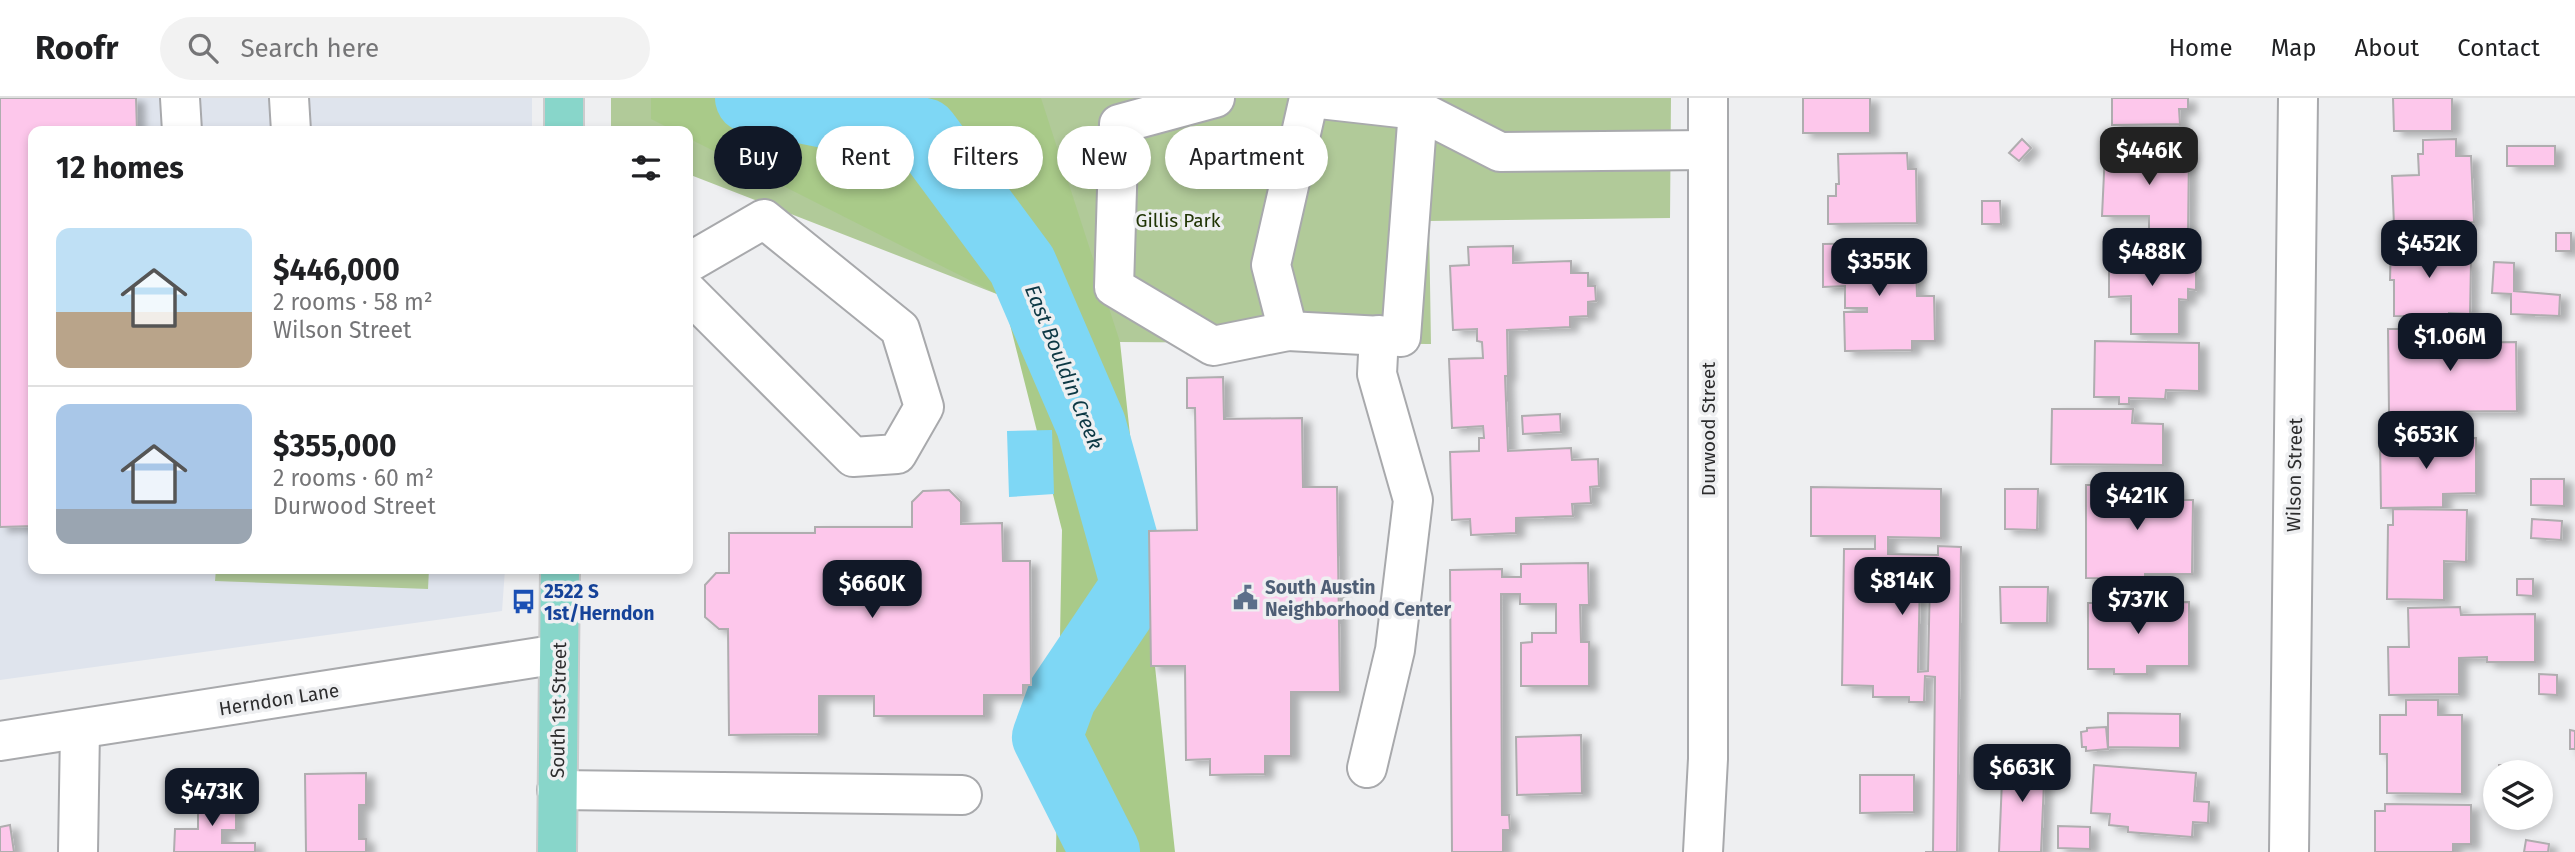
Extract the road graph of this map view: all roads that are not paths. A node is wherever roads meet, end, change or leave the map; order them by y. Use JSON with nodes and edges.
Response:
{"nodes":[{"id":1,"x":180,"y":98,"type":"edge"},
{"id":2,"x":289,"y":98,"type":"edge"},
{"id":3,"x":564,"y":98,"type":"edge"},
{"id":4,"x":1215,"y":98,"type":"edge"},
{"id":5,"x":1310,"y":98,"type":"edge"},
{"id":6,"x":1708,"y":98,"type":"edge"},
{"id":7,"x":2298,"y":98,"type":"edge"},
{"id":8,"x":1418,"y":110,"type":"junction"},
{"id":9,"x":182,"y":126,"type":"edge"},
{"id":10,"x":291,"y":126,"type":"edge"},
{"id":11,"x":564,"y":126,"type":"edge"},
{"id":12,"x":1708,"y":150,"type":"junction"},
{"id":13,"x":693,"y":260,"type":"edge"},
{"id":14,"x":693,"y":297,"type":"edge"},
{"id":15,"x":1288,"y":331,"type":"junction"},
{"id":16,"x":1379,"y":335,"type":"junction"},
{"id":17,"x":559,"y":574,"type":"edge"},
{"id":18,"x":559,"y":654,"type":"junction"},
{"id":19,"x":80,"y":730,"type":"junction"},
{"id":20,"x":0,"y":741,"type":"edge"},
{"id":21,"x":1367,"y":768,"type":"dead end"},
{"id":22,"x":557,"y":790,"type":"junction"},
{"id":23,"x":962,"y":795,"type":"dead end"},
{"id":24,"x":78,"y":852,"type":"edge"},
{"id":25,"x":557,"y":852,"type":"edge"},
{"id":26,"x":1703,"y":852,"type":"edge"},
{"id":27,"x":2289,"y":852,"type":"edge"}],
"edges":[{"from":1,"to":9,"type":"street"},
{"from":2,"to":10,"type":"street"},
{"from":3,"to":11,"type":"main road"},
{"from":4,"to":15,"type":"street"},
{"from":5,"to":8,"type":"street"},
{"from":5,"to":15,"type":"street"},
{"from":6,"to":12,"type":"street","name":"Durwood Street"},
{"from":7,"to":27,"type":"street","name":"Wilson Street"},
{"from":8,"to":12,"type":"street"},
{"from":8,"to":16,"type":"street"},
{"from":12,"to":26,"type":"street","name":"Durwood Street"},
{"from":13,"to":14,"type":"street"},
{"from":15,"to":16,"type":"street"},
{"from":16,"to":21,"type":"street"},
{"from":17,"to":18,"type":"main road","name":"South 1st Street"},
{"from":18,"to":19,"type":"street","name":"Herndon Lane"},
{"from":18,"to":22,"type":"main road","name":"South 1st Street"},
{"from":19,"to":20,"type":"street","name":"Herndon Lane"},
{"from":19,"to":24,"type":"street"},
{"from":22,"to":23,"type":"street"},
{"from":22,"to":25,"type":"main road","name":"South 1st Street"}]}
+++++
Lines holding the word "road" are the answer; copy each one from the records above.

Extract the road graph of this map view: all roads that are not paths. A node is wherever roads meet, end, change or leave the map; order them by y. Use JSON with nodes and edges.
{"from":3,"to":11,"type":"main road"},
{"from":17,"to":18,"type":"main road","name":"South 1st Street"},
{"from":18,"to":22,"type":"main road","name":"South 1st Street"},
{"from":22,"to":25,"type":"main road","name":"South 1st Street"}]}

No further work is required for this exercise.